▸ **Dataset entries**

§ §

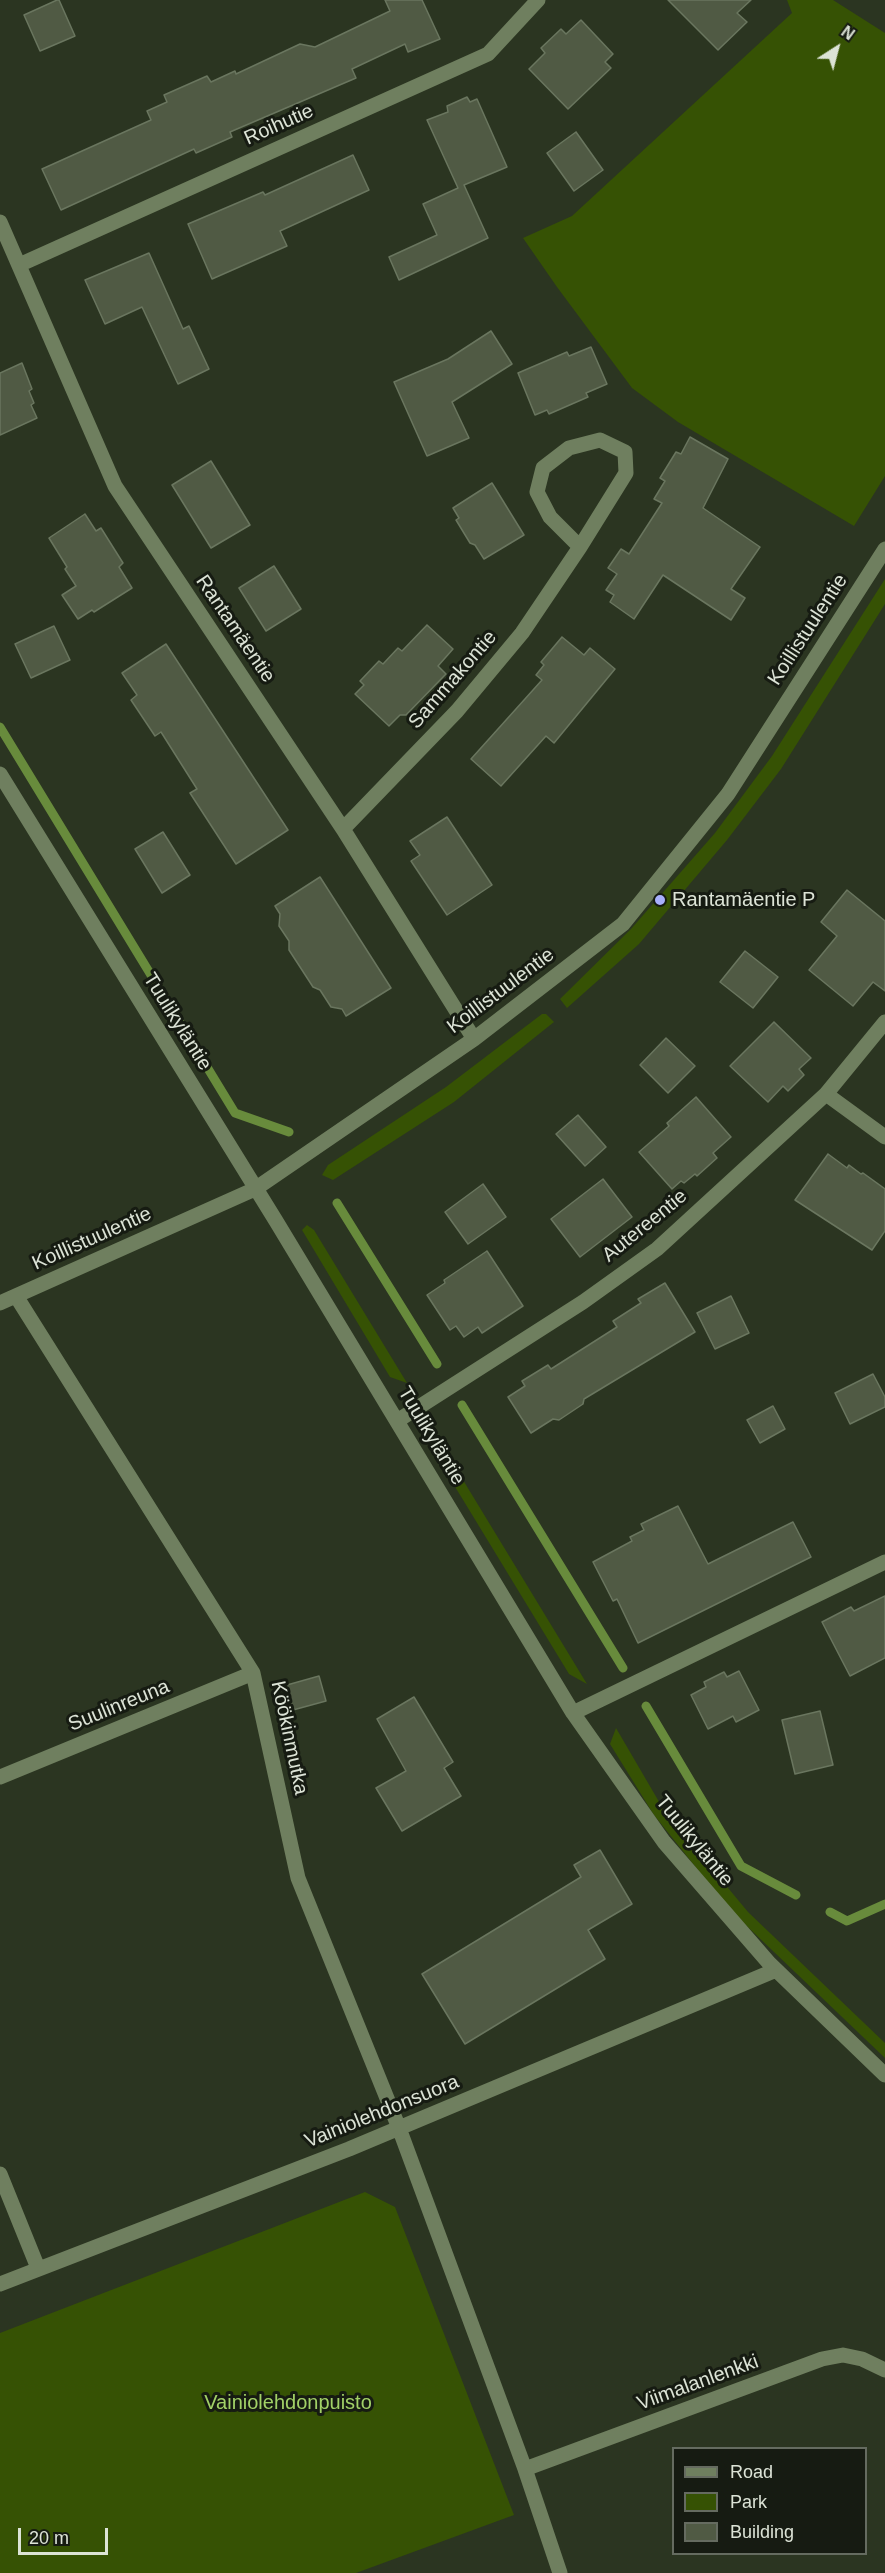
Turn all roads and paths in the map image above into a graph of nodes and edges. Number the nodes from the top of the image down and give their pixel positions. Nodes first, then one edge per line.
1 (538, 0) edge
2 (0, 222) edge
3 (19, 265) junction
4 (580, 547) junction
5 (885, 549) edge
6 (0, 774) edge
7 (343, 829) junction
8 (885, 1022) edge
9 (474, 1039) junction
10 (826, 1094) junction
11 (885, 1137) edge
12 (255, 1189) junction
13 (16, 1296) junction
14 (0, 1303) edge
15 (397, 1420) junction
16 (885, 1562) edge
17 (254, 1673) junction
18 (573, 1713) junction
19 (0, 1777) edge
20 (776, 1970) junction
21 (885, 2075) edge
22 (399, 2128) junction
23 (0, 2174) edge
24 (38, 2268) junction
25 (0, 2284) edge
26 (885, 2370) edge
27 (525, 2469) junction
28 (560, 2573) edge

1 - 3 street, Roihutie
2 - 3 street, Rantamäentie
3 - 7 street, Rantamäentie
4 - 4 street, Sammakontie
4 - 7 street, Sammakontie
5 - 9 street, Koillistuulentie
6 - 12 street, Tuulikyläntie
7 - 9 street, Rantamäentie
8 - 10 street, Autereentie
9 - 12 street, Koillistuulentie
10 - 11 street
10 - 15 street, Autereentie
12 - 13 street, Koillistuulentie
12 - 15 street, Tuulikyläntie
13 - 14 street, Koillistuulentie
13 - 17 street, Köökinmutka
15 - 18 street, Tuulikyläntie
16 - 18 street
17 - 19 street, Suulinreuna
17 - 22 street, Köökinmutka
18 - 20 street, Tuulikyläntie
20 - 21 street, Tuulikyläntie
20 - 22 street, Vainiolehdonsuora
22 - 24 street, Vainiolehdonsuora
22 - 27 street
23 - 24 street
24 - 25 street, Vainiolehdonsuora
26 - 27 street, Viimalanlenkki
27 - 28 street

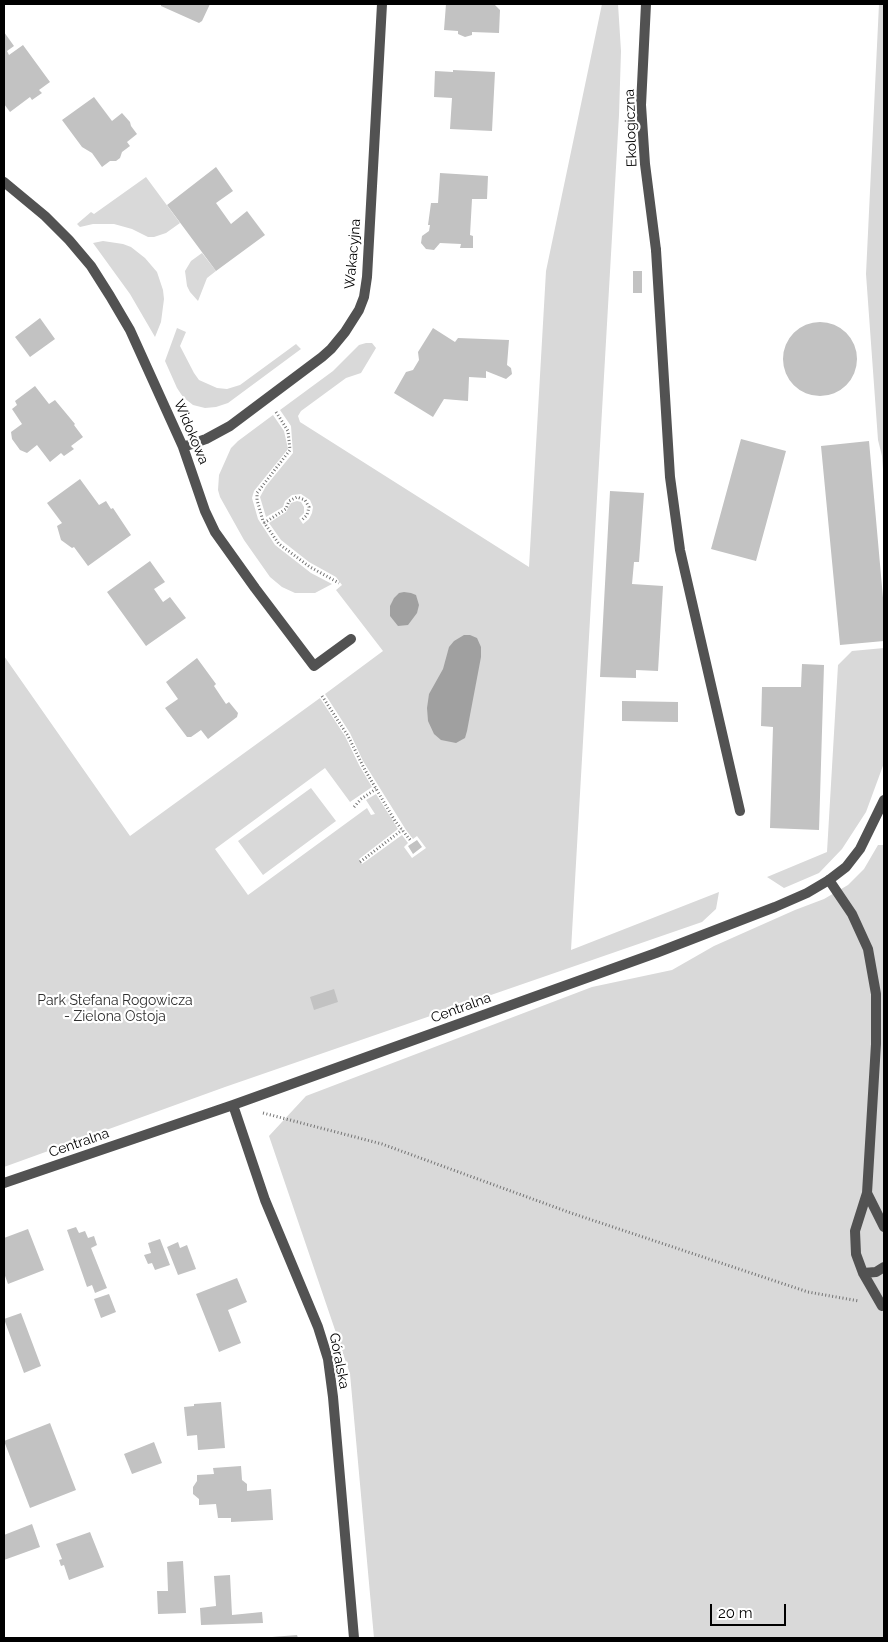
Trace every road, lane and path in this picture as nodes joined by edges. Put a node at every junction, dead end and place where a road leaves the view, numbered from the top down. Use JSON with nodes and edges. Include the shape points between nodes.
{"nodes":[{"id":1,"x":382,"y":4,"type":"edge"},
{"id":2,"x":646,"y":4,"type":"edge"},
{"id":3,"x":4,"y":182,"type":"edge"},
{"id":4,"x":274,"y":410,"type":"dead end"},
{"id":5,"x":183,"y":447,"type":"junction"},
{"id":6,"x":301,"y":520,"type":"dead end"},
{"id":7,"x":264,"y":523,"type":"junction"},
{"id":8,"x":339,"y":584,"type":"dead end"},
{"id":9,"x":351,"y":639,"type":"dead end"},
{"id":10,"x":322,"y":696,"type":"dead end"},
{"id":11,"x":376,"y":789,"type":"junction"},
{"id":12,"x":884,"y":800,"type":"edge"},
{"id":13,"x":354,"y":807,"type":"dead end"},
{"id":14,"x":740,"y":811,"type":"dead end"},
{"id":15,"x":402,"y":830,"type":"junction"},
{"id":16,"x":411,"y":842,"type":"dead end"},
{"id":17,"x":360,"y":862,"type":"dead end"},
{"id":18,"x":829,"y":880,"type":"junction"},
{"id":19,"x":233,"y":1105,"type":"junction"},
{"id":20,"x":4,"y":1183,"type":"edge"},
{"id":21,"x":867,"y":1193,"type":"junction"},
{"id":22,"x":884,"y":1227,"type":"edge"},
{"id":23,"x":884,"y":1267,"type":"edge"},
{"id":24,"x":863,"y":1273,"type":"junction"},
{"id":25,"x":882,"y":1306,"type":"joint"},
{"id":26,"x":354,"y":1638,"type":"edge"}],
"edges":[{"from":1,"to":5,"type":"street","name":"Wakacyjna","via":[[367,277],[359,310],[345,332],[322,357],[230,426]]},
{"from":2,"to":14,"type":"street","name":"Ekologiczna","via":[[641,105],[656,250],[670,478],[680,550]]},
{"from":3,"to":5,"type":"street","name":"Widokowa","via":[[45,216],[90,266],[130,330]]},
{"from":4,"to":7,"type":"path","via":[[288,431],[290,450],[257,493]]},
{"from":5,"to":9,"type":"street","name":"Widokowa","via":[[205,511],[216,532],[314,666]]},
{"from":6,"to":7,"type":"path","via":[[309,507],[305,500],[297,497],[289,501],[286,509]]},
{"from":7,"to":8,"type":"path","via":[[279,544]]},
{"from":10,"to":11,"type":"path"},
{"from":11,"to":13,"type":"path"},
{"from":11,"to":15,"type":"path"},
{"from":12,"to":18,"type":"street","name":"Centralna","via":[[860,849],[846,867]]},
{"from":15,"to":16,"type":"path"},
{"from":15,"to":17,"type":"path"},
{"from":18,"to":19,"type":"street","name":"Centralna","via":[[775,907],[656,953]]},
{"from":18,"to":21,"type":"street","via":[[852,914],[868,949],[876,994]]},
{"from":19,"to":20,"type":"street","name":"Centralna"},
{"from":19,"to":25,"type":"path","via":[[382,1144],[571,1213],[808,1292]]},
{"from":19,"to":26,"type":"street","name":"Góralska","via":[[265,1200],[328,1359]]},
{"from":21,"to":22,"type":"street"},
{"from":21,"to":24,"type":"street","via":[[855,1231],[856,1254]]},
{"from":23,"to":24,"type":"street","via":[[876,1272]]},
{"from":24,"to":25,"type":"street"}]}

§ §

Could you retype the records above exactly, omitting the pictures?

▸ **Response to this exercise**
Turn all roads and paths in the map image above into a graph of nodes and edges. Number the nodes from the top of the image down and give their pixel positions. Nodes first, then one edge per line.
1 (538, 0) edge
2 (0, 222) edge
3 (19, 265) junction
4 (580, 547) junction
5 (885, 549) edge
6 (0, 774) edge
7 (343, 829) junction
8 (885, 1022) edge
9 (474, 1039) junction
10 (826, 1094) junction
11 (885, 1137) edge
12 (255, 1189) junction
13 (16, 1296) junction
14 (0, 1303) edge
15 (397, 1420) junction
16 (885, 1562) edge
17 (254, 1673) junction
18 (573, 1713) junction
19 (0, 1777) edge
20 (776, 1970) junction
21 (885, 2075) edge
22 (399, 2128) junction
23 (0, 2174) edge
24 (38, 2268) junction
25 (0, 2284) edge
26 (885, 2370) edge
27 (525, 2469) junction
28 (560, 2573) edge

1 - 3 street, Roihutie
2 - 3 street, Rantamäentie
3 - 7 street, Rantamäentie
4 - 4 street, Sammakontie
4 - 7 street, Sammakontie
5 - 9 street, Koillistuulentie
6 - 12 street, Tuulikyläntie
7 - 9 street, Rantamäentie
8 - 10 street, Autereentie
9 - 12 street, Koillistuulentie
10 - 11 street
10 - 15 street, Autereentie
12 - 13 street, Koillistuulentie
12 - 15 street, Tuulikyläntie
13 - 14 street, Koillistuulentie
13 - 17 street, Köökinmutka
15 - 18 street, Tuulikyläntie
16 - 18 street
17 - 19 street, Suulinreuna
17 - 22 street, Köökinmutka
18 - 20 street, Tuulikyläntie
20 - 21 street, Tuulikyläntie
20 - 22 street, Vainiolehdonsuora
22 - 24 street, Vainiolehdonsuora
22 - 27 street
23 - 24 street
24 - 25 street, Vainiolehdonsuora
26 - 27 street, Viimalanlenkki
27 - 28 street

Trace every road, lane and path in this picture as nodes joined by edges. Put a node at every junction, dead end and place where a road leaves the view, numbered from the top down. Use JSON with nodes and edges. Include the shape points between nodes.
{"nodes":[{"id":1,"x":382,"y":4,"type":"edge"},
{"id":2,"x":646,"y":4,"type":"edge"},
{"id":3,"x":4,"y":182,"type":"edge"},
{"id":4,"x":274,"y":410,"type":"dead end"},
{"id":5,"x":183,"y":447,"type":"junction"},
{"id":6,"x":301,"y":520,"type":"dead end"},
{"id":7,"x":264,"y":523,"type":"junction"},
{"id":8,"x":339,"y":584,"type":"dead end"},
{"id":9,"x":351,"y":639,"type":"dead end"},
{"id":10,"x":322,"y":696,"type":"dead end"},
{"id":11,"x":376,"y":789,"type":"junction"},
{"id":12,"x":884,"y":800,"type":"edge"},
{"id":13,"x":354,"y":807,"type":"dead end"},
{"id":14,"x":740,"y":811,"type":"dead end"},
{"id":15,"x":402,"y":830,"type":"junction"},
{"id":16,"x":411,"y":842,"type":"dead end"},
{"id":17,"x":360,"y":862,"type":"dead end"},
{"id":18,"x":829,"y":880,"type":"junction"},
{"id":19,"x":233,"y":1105,"type":"junction"},
{"id":20,"x":4,"y":1183,"type":"edge"},
{"id":21,"x":867,"y":1193,"type":"junction"},
{"id":22,"x":884,"y":1227,"type":"edge"},
{"id":23,"x":884,"y":1267,"type":"edge"},
{"id":24,"x":863,"y":1273,"type":"junction"},
{"id":25,"x":882,"y":1306,"type":"joint"},
{"id":26,"x":354,"y":1638,"type":"edge"}],
"edges":[{"from":1,"to":5,"type":"street","name":"Wakacyjna","via":[[367,277],[359,310],[345,332],[322,357],[230,426]]},
{"from":2,"to":14,"type":"street","name":"Ekologiczna","via":[[641,105],[656,250],[670,478],[680,550]]},
{"from":3,"to":5,"type":"street","name":"Widokowa","via":[[45,216],[90,266],[130,330]]},
{"from":4,"to":7,"type":"path","via":[[288,431],[290,450],[257,493]]},
{"from":5,"to":9,"type":"street","name":"Widokowa","via":[[205,511],[216,532],[314,666]]},
{"from":6,"to":7,"type":"path","via":[[309,507],[305,500],[297,497],[289,501],[286,509]]},
{"from":7,"to":8,"type":"path","via":[[279,544]]},
{"from":10,"to":11,"type":"path"},
{"from":11,"to":13,"type":"path"},
{"from":11,"to":15,"type":"path"},
{"from":12,"to":18,"type":"street","name":"Centralna","via":[[860,849],[846,867]]},
{"from":15,"to":16,"type":"path"},
{"from":15,"to":17,"type":"path"},
{"from":18,"to":19,"type":"street","name":"Centralna","via":[[775,907],[656,953]]},
{"from":18,"to":21,"type":"street","via":[[852,914],[868,949],[876,994]]},
{"from":19,"to":20,"type":"street","name":"Centralna"},
{"from":19,"to":25,"type":"path","via":[[382,1144],[571,1213],[808,1292]]},
{"from":19,"to":26,"type":"street","name":"Góralska","via":[[265,1200],[328,1359]]},
{"from":21,"to":22,"type":"street"},
{"from":21,"to":24,"type":"street","via":[[855,1231],[856,1254]]},
{"from":23,"to":24,"type":"street","via":[[876,1272]]},
{"from":24,"to":25,"type":"street"}]}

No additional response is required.